Most petrol heads I know wont/will not convert to electric, it'll be a long time before electric takes over unless we are forced to. I called into the services on the A12 last week at Colchester, for a break heading home, and the que for the chargers was blocking the entrance into the pumps, there was nearly a punch up as the station staff came out to clear it with one electric car owner getting abusive because he thought he'd lost his place in the que.
What is ridiculous is the fact that they have used parking spaces at the station, right next to the entrance, for two charging points where as what they really need is a separate sight with a dozen of more if they were serious about it, although we get a short que sometimes for fuel it is a quicker turn round, unless it's the silly sod that fills up then spends half an hour shopping whilst their car sits on the pump !( there is no emoji for w****r )
I was there for 30 mins and only one electric car had charged and moved off whilst the rest sat wasting sparks with there air-con and stereo's going.
I pulled out in the secure knowledge that my Jeep would go all they way to Aberdeen on a tank full that only took 5 mins to fill up and it sounds as if it's got a soul when doing it :D which is more than I can say for these full size Scalextric's which frankly leave me cold.

Not a dig at you Simon :), just a tongue in cheek observation from an old petrol head, I find your experiences in the automotive field most interesting mate :thumbs:

Col.
 

alastairq

Western Thunderer
I seriously looked at a UK-made electric motorcycle.
Sadly it would run out of 'juice' two thirds of the way back home from my nearest town.
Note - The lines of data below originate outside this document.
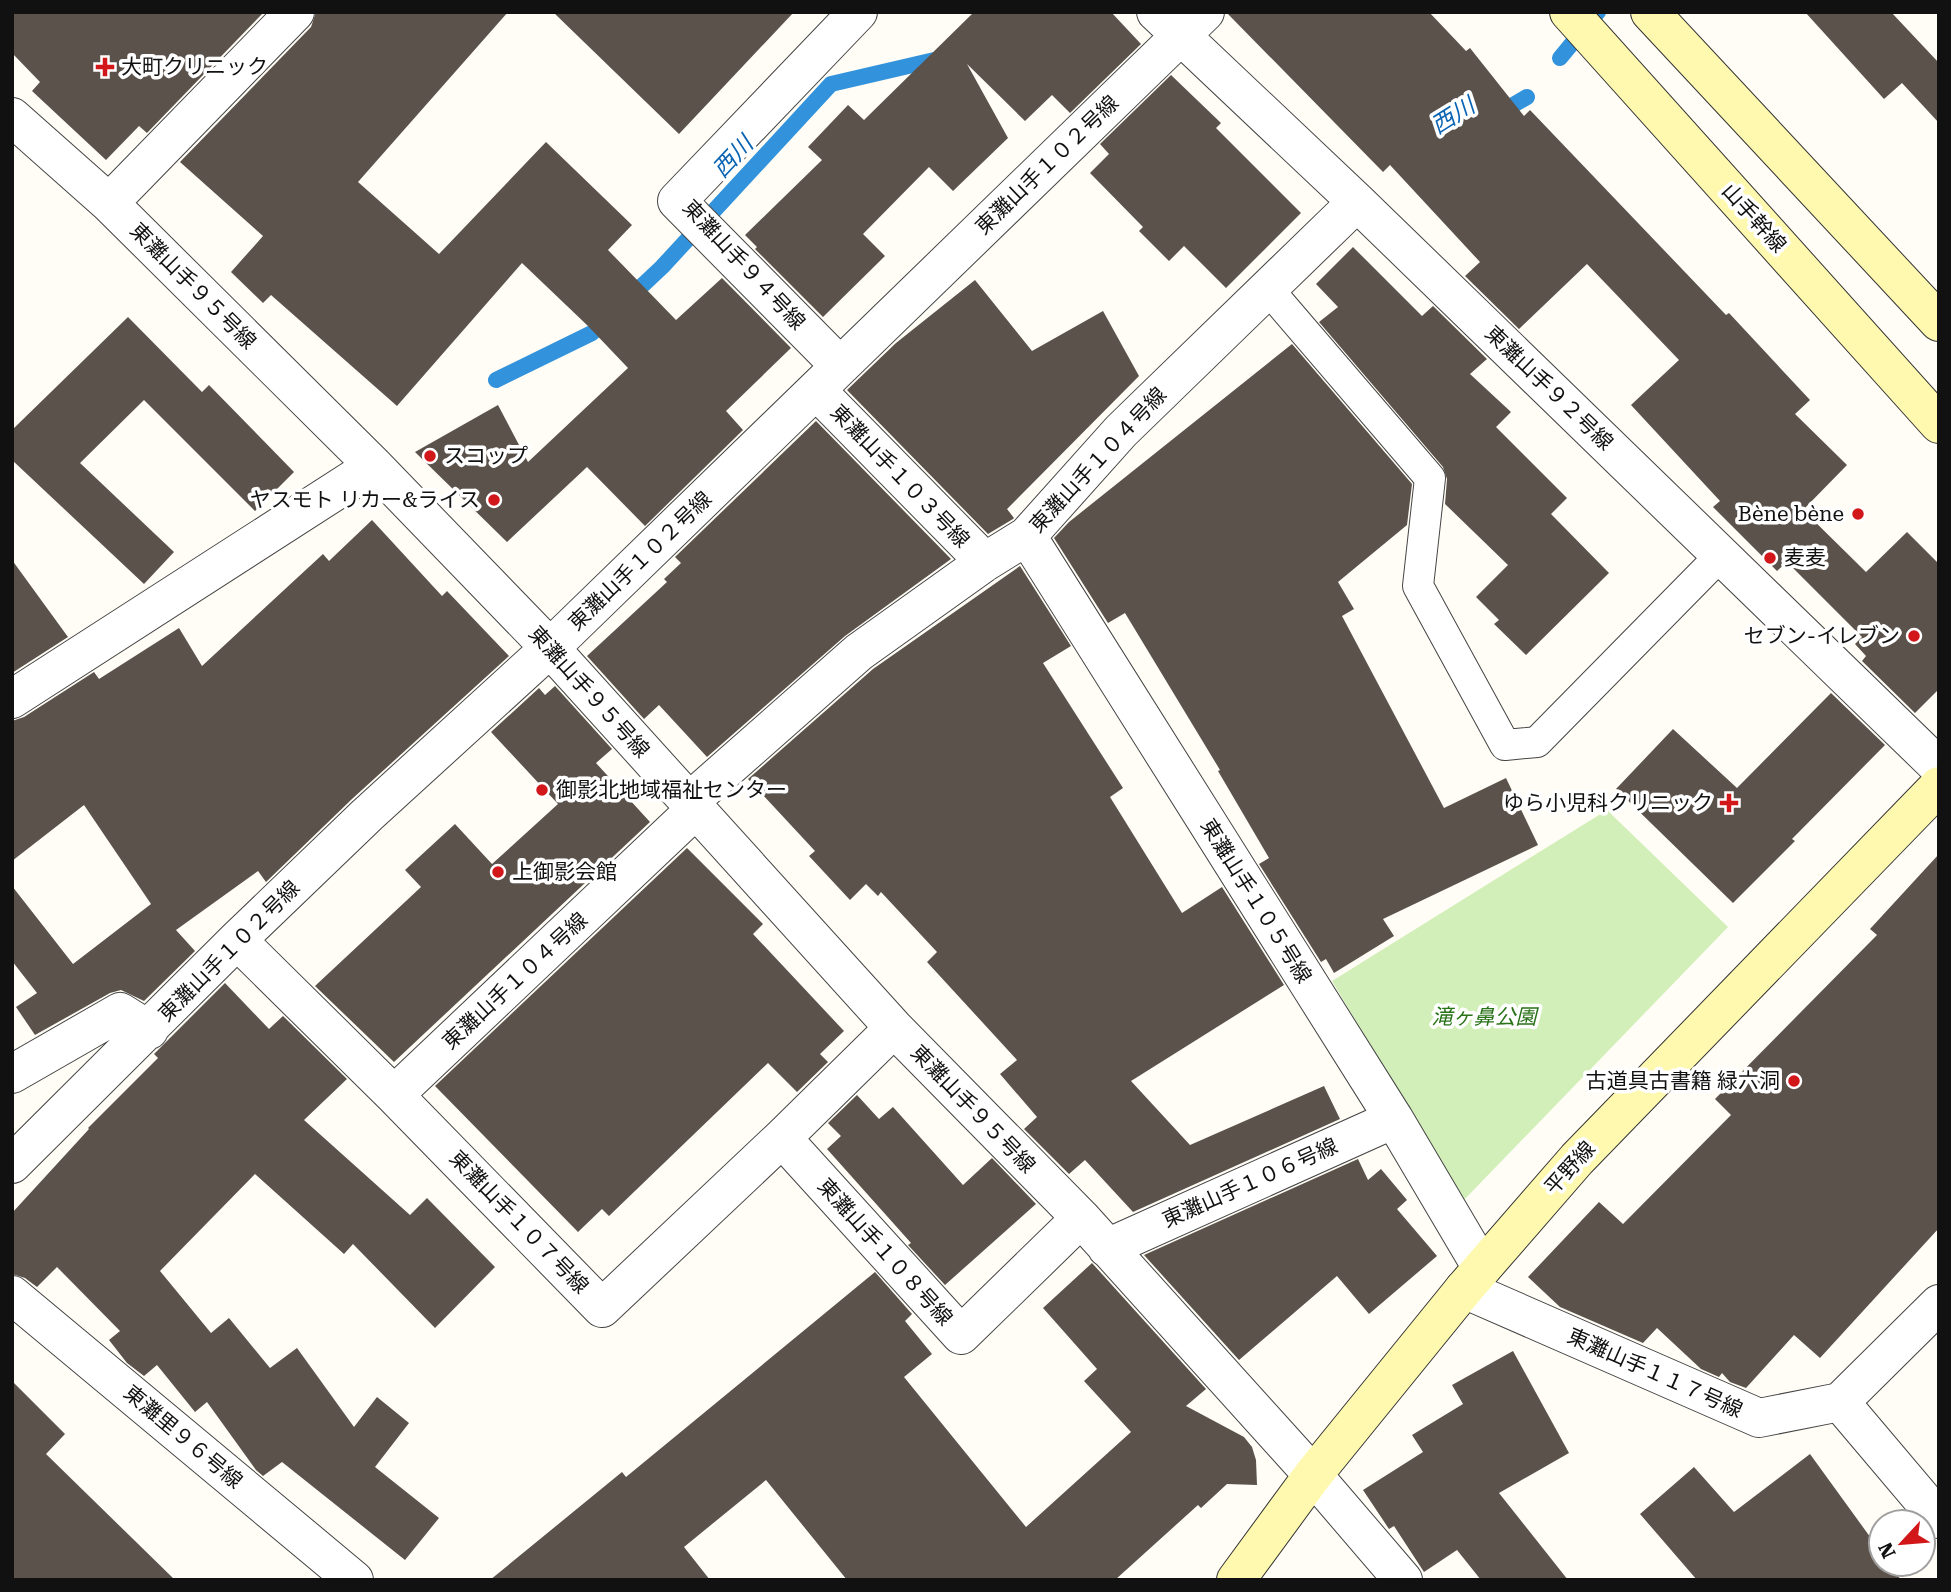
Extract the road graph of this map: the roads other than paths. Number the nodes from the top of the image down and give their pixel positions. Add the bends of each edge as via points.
1 (295, 12) edge
2 (858, 12) edge
3 (1569, 12) edge
4 (1650, 12) edge
5 (1181, 20) edge
6 (12, 117) edge
7 (1357, 202) junction
8 (109, 203) junction
9 (1268, 289) junction
10 (1939, 322) edge
11 (828, 378) junction
12 (1939, 424) edge
13 (374, 466) junction
14 (1027, 536) junction
15 (1721, 555) junction
16 (985, 562) junction
17 (551, 648) junction
18 (12, 699) edge
19 (1939, 767) edge
20 (1939, 786) edge
21 (692, 806) junction
22 (237, 940) junction
23 (894, 1027) junction
24 (149, 1030) junction
25 (12, 1074) edge
26 (394, 1095) junction
27 (1394, 1119) junction
28 (782, 1138) junction
29 (12, 1164) edge
30 (1081, 1218) junction
31 (1107, 1248) junction
32 (1473, 1278) junction
33 (12, 1295) edge
34 (1939, 1304) edge
35 (1840, 1402) junction
36 (1313, 1475) junction
37 (1939, 1519) edge
38 (354, 1580) edge
39 (1236, 1580) edge
40 (1403, 1580) edge

1 - 8 street
2 - 11 street, 東灘山手９４号線 via 677,201
3 - 12 street, 山手幹線
4 - 10 street
5 - 7 street, 東灘山手９２号線
5 - 11 street, 東灘山手１０２号線
6 - 8 street, 東灘山手９５号線
7 - 9 street, 東灘山手１０４号線
7 - 15 street, 東灘山手９２号線
8 - 13 street, 東灘山手９５号線
9 - 14 street, 東灘山手１０４号線 via 1121,431
9 - 15 lane via 1430,478 1418,586 1504,744 1537,742
11 - 16 street, 東灘山手１０３号線
11 - 17 street, 東灘山手１０２号線
13 - 17 street, 東灘山手９５号線
13 - 18 street
14 - 16 street, 東灘山手１０４号線
14 - 27 street, 東灘山手１０５号線
15 - 19 street, 東灘山手９２号線
16 - 21 street, 東灘山手１０４号線 via 859,652
17 - 21 street, 東灘山手９５号線
17 - 22 street, 東灘山手１０２号線
20 - 32 street, 平野線 via 1577,1159
21 - 23 street, 東灘山手９５号線
21 - 26 street, 東灘山手１０４号線
22 - 24 street, 東灘山手１０２号線
22 - 26 street, 東灘山手１０７号線
23 - 28 street, 東灘山手１０７号線
23 - 30 street, 東灘山手９５号線
24 - 25 street via 120,1012
24 - 29 street, 東灘山手１０２号線
26 - 28 street, 東灘山手１０７号線 via 602,1308
27 - 31 street, 東灘山手１０６号線
27 - 32 street, 東灘山手１０５号線
28 - 30 street, 東灘山手１０８号線 via 961,1335
30 - 31 street, 東灘山手９５号線
31 - 36 street, 東灘山手９５号線
32 - 35 street, 東灘山手１１７号線 via 1759,1418
32 - 36 street, 平野線
33 - 38 street, 東灘里９６号線
34 - 35 street
35 - 37 street
36 - 39 street, 平野線
36 - 40 street, 東灘山手９５号線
Thus, no good for a rural dweller. [Of the less well-off sort]
There wasn't any safe way of carrying any sort of grocery shopping either.
Plus, with a very limited top speed, and part of the journey on a NSL A road [not a lot of choice there, as it would run out f sparks even further away, should I use back lanes], meaning I would be quite exposed to the vagaries of what passes for drivers these days.

I also now think that electric isn't the complete answer..merely a stop-gap placator to the climate brigade.
The current conflict in Ukraine has exposed all the weaknesses in a lot of country's policies regarding zero carbon, etc etc..
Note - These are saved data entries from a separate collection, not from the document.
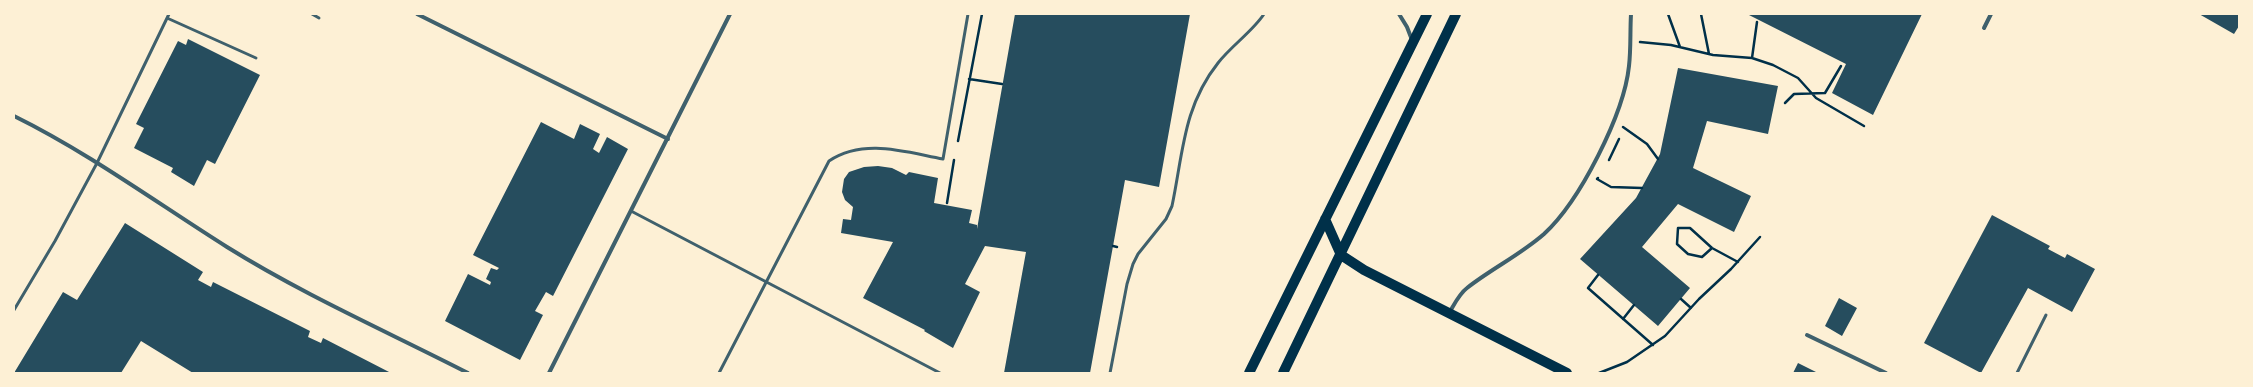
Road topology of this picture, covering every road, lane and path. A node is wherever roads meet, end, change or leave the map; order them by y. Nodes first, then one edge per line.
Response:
1 (169, 14) edge
2 (312, 14) edge
3 (417, 14) edge
4 (730, 14) edge
5 (968, 14) edge
6 (982, 14) edge
7 (1268, 14) edge
8 (1399, 14) edge
9 (1427, 14) edge
10 (1456, 14) edge
11 (1630, 14) edge
12 (1668, 14) edge
13 (1701, 14) edge
14 (1991, 14) edge
15 (1264, 15) edge
16 (167, 18) junction
17 (319, 18) dead end
18 (1757, 22) dead end
19 (1984, 28) dead end
20 (1637, 42) dead end
21 (1413, 44) junction
22 (1680, 48) junction
23 (1709, 54) junction
24 (256, 58) dead end
25 (1752, 58) junction
26 (1841, 66) dead end
27 (969, 80) junction
28 (1002, 84) dead end
29 (1810, 92) junction
30 (1785, 103) dead end
31 (14, 116) edge
32 (1864, 126) dead end
33 (1623, 128) dead end
34 (668, 139) junction
35 (957, 142) dead end
36 (955, 157) dead end
37 (1658, 159) dead end
38 (97, 163) junction
39 (947, 204) dead end
40 (631, 211) junction
41 (1325, 219) junction
42 (1760, 237) dead end
43 (1113, 246) dead end
44 (1117, 247) dead end
45 (1712, 248) junction
46 (1341, 255) junction
47 (1738, 262) junction
48 (1598, 275) dead end
49 (766, 283) junction
50 (1681, 299) dead end
51 (1634, 305) dead end
52 (1690, 308) junction
53 (14, 310) edge
54 (1448, 313) junction
55 (2046, 315) dead end
56 (1623, 319) junction
57 (1807, 335) dead end
58 (1653, 345) junction
59 (468, 373) edge
60 (549, 373) edge
61 (719, 373) edge
62 (940, 373) edge
63 (1110, 373) edge
64 (1249, 373) edge
65 (1283, 373) edge
66 (1567, 373) edge
67 (1599, 373) edge
68 (1886, 373) edge
69 (2017, 373) edge

1 - 16 lane
2 - 17 lane
3 - 34 street
4 - 34 street
5 - 49 lane
6 - 27 path
7 - 15 lane
8 - 21 street
9 - 21 main road
10 - 46 main road
11 - 54 street
12 - 22 path
13 - 23 path
14 - 19 street
15 - 63 lane
16 - 24 lane
16 - 38 lane
18 - 25 path
20 - 22 path
21 - 41 main road
22 - 23 path
23 - 25 path
25 - 29 path
26 - 29 path
27 - 28 path
27 - 35 path
29 - 30 path
29 - 32 path
31 - 38 street
33 - 37 path
34 - 40 street
36 - 39 path
38 - 53 lane
38 - 59 street
40 - 49 lane
40 - 60 street
41 - 46 main road
41 - 64 main road
42 - 47 path
43 - 44 path
45 - 45 path
45 - 47 path
46 - 54 main road
46 - 65 main road
47 - 52 path
48 - 56 path
49 - 61 lane
49 - 62 lane
50 - 52 path
51 - 56 path
52 - 58 path
54 - 66 main road
55 - 69 lane
56 - 58 path
57 - 68 street
58 - 67 path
We are simply living on pie-in-the-sky promises...

As things stand, [with the gas supply mainly] we have insufficient reliable generating capacity to meet near future needs, without recourse to fossil fuel power generation [what is gas anyway, if not fossil fuel?]
Wind & solar are too unreliable as things stand....
Maybe not even resilient enough, or defensible enough, occupying as it does, half the North Sea?

Nope, I foresee a lot of backtracking being done in respect of petrol, as various exigencies impact on our need to maintain a normal daily life[style].
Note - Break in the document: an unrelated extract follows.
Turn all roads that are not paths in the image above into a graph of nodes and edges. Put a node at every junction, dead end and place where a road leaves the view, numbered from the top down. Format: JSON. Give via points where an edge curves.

LAtest from the RAC [an august body if ever there wasn't one?] is that, over the winter, if electricity costs aren't reduced or stabilised, running an EV will prove more costly than running like for like petrol.
Then there is the need to remove the incentives that have been in place to encourage those with funds, or access to someone else's funds, to 'go electric?'
To replace lost taxes?

VAT will likely be placed on a par, electricity for cars, versus petrol?
VED , currently set at a level to attract folk over to electric, will be re-set to reflect the loss of revenue....[I suggested setting it by kerb weight of vehicle, seeing as most EVs I know of are darned heavy?]
We are so used to thinking that VED is set by emissions, that we forget the real purpose of VED?

However, by the time petrolheads will be categorised alongside alcoholics and druggies, I shall be 'out of the frame'....being too old to care or worry.
As was the case when I was a youngster, the future really is the younger generations' problem....No amount of heart-rending or hair-pulling by my generation will change that.